**** Data records ****

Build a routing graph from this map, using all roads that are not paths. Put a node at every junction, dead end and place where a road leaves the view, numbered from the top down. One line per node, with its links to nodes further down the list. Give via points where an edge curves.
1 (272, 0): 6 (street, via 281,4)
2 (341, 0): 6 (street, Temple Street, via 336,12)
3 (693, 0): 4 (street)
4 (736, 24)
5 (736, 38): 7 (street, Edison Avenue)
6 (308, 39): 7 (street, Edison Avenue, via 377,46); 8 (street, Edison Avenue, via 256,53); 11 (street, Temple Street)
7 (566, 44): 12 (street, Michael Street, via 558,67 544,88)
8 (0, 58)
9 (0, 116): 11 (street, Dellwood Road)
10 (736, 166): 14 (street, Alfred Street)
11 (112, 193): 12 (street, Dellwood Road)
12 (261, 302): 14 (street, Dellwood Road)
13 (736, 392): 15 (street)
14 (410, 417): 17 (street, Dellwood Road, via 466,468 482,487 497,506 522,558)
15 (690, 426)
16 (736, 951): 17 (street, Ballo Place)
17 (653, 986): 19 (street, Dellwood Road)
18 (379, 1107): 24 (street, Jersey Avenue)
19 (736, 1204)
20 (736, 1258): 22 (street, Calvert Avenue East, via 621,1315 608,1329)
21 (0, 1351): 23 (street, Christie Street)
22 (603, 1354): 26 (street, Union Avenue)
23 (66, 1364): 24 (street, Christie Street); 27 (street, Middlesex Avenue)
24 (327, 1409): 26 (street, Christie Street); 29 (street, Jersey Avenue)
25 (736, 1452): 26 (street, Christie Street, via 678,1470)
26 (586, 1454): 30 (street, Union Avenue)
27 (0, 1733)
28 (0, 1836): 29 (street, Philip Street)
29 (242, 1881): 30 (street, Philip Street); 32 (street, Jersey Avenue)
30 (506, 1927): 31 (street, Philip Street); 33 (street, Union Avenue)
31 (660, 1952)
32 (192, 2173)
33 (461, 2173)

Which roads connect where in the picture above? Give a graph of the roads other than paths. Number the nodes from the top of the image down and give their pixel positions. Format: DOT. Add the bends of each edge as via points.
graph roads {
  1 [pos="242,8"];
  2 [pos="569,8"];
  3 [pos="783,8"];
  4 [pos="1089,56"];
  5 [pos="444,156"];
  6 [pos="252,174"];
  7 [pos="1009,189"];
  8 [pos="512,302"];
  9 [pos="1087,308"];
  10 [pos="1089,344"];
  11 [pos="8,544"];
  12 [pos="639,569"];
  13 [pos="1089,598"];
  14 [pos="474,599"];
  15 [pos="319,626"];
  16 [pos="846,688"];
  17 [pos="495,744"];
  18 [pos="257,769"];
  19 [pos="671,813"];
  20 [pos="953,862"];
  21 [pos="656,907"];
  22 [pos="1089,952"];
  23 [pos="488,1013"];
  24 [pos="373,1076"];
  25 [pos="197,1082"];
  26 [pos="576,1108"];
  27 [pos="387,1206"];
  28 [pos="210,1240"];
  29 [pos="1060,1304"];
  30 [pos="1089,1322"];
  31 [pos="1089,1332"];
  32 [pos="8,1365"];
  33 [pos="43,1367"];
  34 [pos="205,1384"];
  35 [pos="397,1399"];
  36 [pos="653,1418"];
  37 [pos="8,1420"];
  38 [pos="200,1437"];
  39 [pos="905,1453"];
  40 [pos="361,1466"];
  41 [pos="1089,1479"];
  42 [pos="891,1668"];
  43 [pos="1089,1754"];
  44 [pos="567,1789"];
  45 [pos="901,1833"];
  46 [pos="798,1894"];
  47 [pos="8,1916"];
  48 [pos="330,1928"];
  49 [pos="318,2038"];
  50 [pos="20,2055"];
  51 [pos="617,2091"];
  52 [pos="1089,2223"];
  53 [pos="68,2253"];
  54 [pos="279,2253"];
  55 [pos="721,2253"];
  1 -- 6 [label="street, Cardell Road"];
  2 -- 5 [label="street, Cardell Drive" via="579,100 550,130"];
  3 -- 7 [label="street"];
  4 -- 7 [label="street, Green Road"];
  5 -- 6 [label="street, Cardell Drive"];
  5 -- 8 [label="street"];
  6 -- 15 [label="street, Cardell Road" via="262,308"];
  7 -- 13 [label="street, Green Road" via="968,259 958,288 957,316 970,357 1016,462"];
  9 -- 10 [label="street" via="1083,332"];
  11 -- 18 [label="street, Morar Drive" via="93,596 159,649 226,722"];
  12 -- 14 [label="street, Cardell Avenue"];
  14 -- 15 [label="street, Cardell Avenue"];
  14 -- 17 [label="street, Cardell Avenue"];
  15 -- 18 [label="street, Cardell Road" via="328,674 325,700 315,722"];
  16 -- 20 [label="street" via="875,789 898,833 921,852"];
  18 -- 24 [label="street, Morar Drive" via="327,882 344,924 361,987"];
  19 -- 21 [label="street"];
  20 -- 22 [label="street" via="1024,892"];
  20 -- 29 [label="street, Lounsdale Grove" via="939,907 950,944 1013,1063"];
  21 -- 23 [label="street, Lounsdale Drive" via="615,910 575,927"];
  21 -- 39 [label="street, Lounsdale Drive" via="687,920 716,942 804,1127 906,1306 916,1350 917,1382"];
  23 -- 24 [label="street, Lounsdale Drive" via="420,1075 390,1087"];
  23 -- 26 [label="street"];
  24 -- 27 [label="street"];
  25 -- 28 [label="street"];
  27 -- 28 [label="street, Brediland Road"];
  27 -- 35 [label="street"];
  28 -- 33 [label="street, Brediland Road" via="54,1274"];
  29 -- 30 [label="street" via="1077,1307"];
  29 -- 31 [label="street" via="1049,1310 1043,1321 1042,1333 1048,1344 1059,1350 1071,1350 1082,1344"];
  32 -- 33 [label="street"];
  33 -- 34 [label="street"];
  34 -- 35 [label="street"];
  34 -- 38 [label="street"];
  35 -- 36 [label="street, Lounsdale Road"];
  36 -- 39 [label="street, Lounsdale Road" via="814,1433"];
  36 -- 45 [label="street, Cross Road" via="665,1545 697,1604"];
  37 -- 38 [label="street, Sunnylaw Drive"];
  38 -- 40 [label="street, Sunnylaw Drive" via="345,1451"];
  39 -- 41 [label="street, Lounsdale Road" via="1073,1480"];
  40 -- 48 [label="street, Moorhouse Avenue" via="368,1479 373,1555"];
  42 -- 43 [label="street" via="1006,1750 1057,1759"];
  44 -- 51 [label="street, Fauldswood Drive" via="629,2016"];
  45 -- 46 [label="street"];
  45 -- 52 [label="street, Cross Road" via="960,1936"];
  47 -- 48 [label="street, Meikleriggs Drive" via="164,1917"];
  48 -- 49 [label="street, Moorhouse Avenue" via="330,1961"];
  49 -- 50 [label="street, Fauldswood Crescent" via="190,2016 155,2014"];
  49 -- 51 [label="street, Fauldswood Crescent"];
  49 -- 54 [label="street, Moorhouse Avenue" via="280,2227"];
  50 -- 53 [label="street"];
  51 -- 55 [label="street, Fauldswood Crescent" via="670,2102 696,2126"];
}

****

Problem details
Every entry must appear again in the answer, exactly as written.

Answer to the problem
Build a routing graph from this map, using all roads that are not paths. Put a node at every junction, dead end and place where a road leaves the view, numbered from the top down. One line per node, with its links to nodes further down the list. Give via points where an edge curves.
1 (272, 0): 6 (street, via 281,4)
2 (341, 0): 6 (street, Temple Street, via 336,12)
3 (693, 0): 4 (street)
4 (736, 24)
5 (736, 38): 7 (street, Edison Avenue)
6 (308, 39): 7 (street, Edison Avenue, via 377,46); 8 (street, Edison Avenue, via 256,53); 11 (street, Temple Street)
7 (566, 44): 12 (street, Michael Street, via 558,67 544,88)
8 (0, 58)
9 (0, 116): 11 (street, Dellwood Road)
10 (736, 166): 14 (street, Alfred Street)
11 (112, 193): 12 (street, Dellwood Road)
12 (261, 302): 14 (street, Dellwood Road)
13 (736, 392): 15 (street)
14 (410, 417): 17 (street, Dellwood Road, via 466,468 482,487 497,506 522,558)
15 (690, 426)
16 (736, 951): 17 (street, Ballo Place)
17 (653, 986): 19 (street, Dellwood Road)
18 (379, 1107): 24 (street, Jersey Avenue)
19 (736, 1204)
20 (736, 1258): 22 (street, Calvert Avenue East, via 621,1315 608,1329)
21 (0, 1351): 23 (street, Christie Street)
22 (603, 1354): 26 (street, Union Avenue)
23 (66, 1364): 24 (street, Christie Street); 27 (street, Middlesex Avenue)
24 (327, 1409): 26 (street, Christie Street); 29 (street, Jersey Avenue)
25 (736, 1452): 26 (street, Christie Street, via 678,1470)
26 (586, 1454): 30 (street, Union Avenue)
27 (0, 1733)
28 (0, 1836): 29 (street, Philip Street)
29 (242, 1881): 30 (street, Philip Street); 32 (street, Jersey Avenue)
30 (506, 1927): 31 (street, Philip Street); 33 (street, Union Avenue)
31 (660, 1952)
32 (192, 2173)
33 (461, 2173)

Which roads connect where in the picture above? Give a graph of the roads other than paths. Number the nodes from the top of the image down and give their pixel positions. Format: DOT. Add the bends of each edge as via points.
graph roads {
  1 [pos="242,8"];
  2 [pos="569,8"];
  3 [pos="783,8"];
  4 [pos="1089,56"];
  5 [pos="444,156"];
  6 [pos="252,174"];
  7 [pos="1009,189"];
  8 [pos="512,302"];
  9 [pos="1087,308"];
  10 [pos="1089,344"];
  11 [pos="8,544"];
  12 [pos="639,569"];
  13 [pos="1089,598"];
  14 [pos="474,599"];
  15 [pos="319,626"];
  16 [pos="846,688"];
  17 [pos="495,744"];
  18 [pos="257,769"];
  19 [pos="671,813"];
  20 [pos="953,862"];
  21 [pos="656,907"];
  22 [pos="1089,952"];
  23 [pos="488,1013"];
  24 [pos="373,1076"];
  25 [pos="197,1082"];
  26 [pos="576,1108"];
  27 [pos="387,1206"];
  28 [pos="210,1240"];
  29 [pos="1060,1304"];
  30 [pos="1089,1322"];
  31 [pos="1089,1332"];
  32 [pos="8,1365"];
  33 [pos="43,1367"];
  34 [pos="205,1384"];
  35 [pos="397,1399"];
  36 [pos="653,1418"];
  37 [pos="8,1420"];
  38 [pos="200,1437"];
  39 [pos="905,1453"];
  40 [pos="361,1466"];
  41 [pos="1089,1479"];
  42 [pos="891,1668"];
  43 [pos="1089,1754"];
  44 [pos="567,1789"];
  45 [pos="901,1833"];
  46 [pos="798,1894"];
  47 [pos="8,1916"];
  48 [pos="330,1928"];
  49 [pos="318,2038"];
  50 [pos="20,2055"];
  51 [pos="617,2091"];
  52 [pos="1089,2223"];
  53 [pos="68,2253"];
  54 [pos="279,2253"];
  55 [pos="721,2253"];
  1 -- 6 [label="street, Cardell Road"];
  2 -- 5 [label="street, Cardell Drive" via="579,100 550,130"];
  3 -- 7 [label="street"];
  4 -- 7 [label="street, Green Road"];
  5 -- 6 [label="street, Cardell Drive"];
  5 -- 8 [label="street"];
  6 -- 15 [label="street, Cardell Road" via="262,308"];
  7 -- 13 [label="street, Green Road" via="968,259 958,288 957,316 970,357 1016,462"];
  9 -- 10 [label="street" via="1083,332"];
  11 -- 18 [label="street, Morar Drive" via="93,596 159,649 226,722"];
  12 -- 14 [label="street, Cardell Avenue"];
  14 -- 15 [label="street, Cardell Avenue"];
  14 -- 17 [label="street, Cardell Avenue"];
  15 -- 18 [label="street, Cardell Road" via="328,674 325,700 315,722"];
  16 -- 20 [label="street" via="875,789 898,833 921,852"];
  18 -- 24 [label="street, Morar Drive" via="327,882 344,924 361,987"];
  19 -- 21 [label="street"];
  20 -- 22 [label="street" via="1024,892"];
  20 -- 29 [label="street, Lounsdale Grove" via="939,907 950,944 1013,1063"];
  21 -- 23 [label="street, Lounsdale Drive" via="615,910 575,927"];
  21 -- 39 [label="street, Lounsdale Drive" via="687,920 716,942 804,1127 906,1306 916,1350 917,1382"];
  23 -- 24 [label="street, Lounsdale Drive" via="420,1075 390,1087"];
  23 -- 26 [label="street"];
  24 -- 27 [label="street"];
  25 -- 28 [label="street"];
  27 -- 28 [label="street, Brediland Road"];
  27 -- 35 [label="street"];
  28 -- 33 [label="street, Brediland Road" via="54,1274"];
  29 -- 30 [label="street" via="1077,1307"];
  29 -- 31 [label="street" via="1049,1310 1043,1321 1042,1333 1048,1344 1059,1350 1071,1350 1082,1344"];
  32 -- 33 [label="street"];
  33 -- 34 [label="street"];
  34 -- 35 [label="street"];
  34 -- 38 [label="street"];
  35 -- 36 [label="street, Lounsdale Road"];
  36 -- 39 [label="street, Lounsdale Road" via="814,1433"];
  36 -- 45 [label="street, Cross Road" via="665,1545 697,1604"];
  37 -- 38 [label="street, Sunnylaw Drive"];
  38 -- 40 [label="street, Sunnylaw Drive" via="345,1451"];
  39 -- 41 [label="street, Lounsdale Road" via="1073,1480"];
  40 -- 48 [label="street, Moorhouse Avenue" via="368,1479 373,1555"];
  42 -- 43 [label="street" via="1006,1750 1057,1759"];
  44 -- 51 [label="street, Fauldswood Drive" via="629,2016"];
  45 -- 46 [label="street"];
  45 -- 52 [label="street, Cross Road" via="960,1936"];
  47 -- 48 [label="street, Meikleriggs Drive" via="164,1917"];
  48 -- 49 [label="street, Moorhouse Avenue" via="330,1961"];
  49 -- 50 [label="street, Fauldswood Crescent" via="190,2016 155,2014"];
  49 -- 51 [label="street, Fauldswood Crescent"];
  49 -- 54 [label="street, Moorhouse Avenue" via="280,2227"];
  50 -- 53 [label="street"];
  51 -- 55 [label="street, Fauldswood Crescent" via="670,2102 696,2126"];
}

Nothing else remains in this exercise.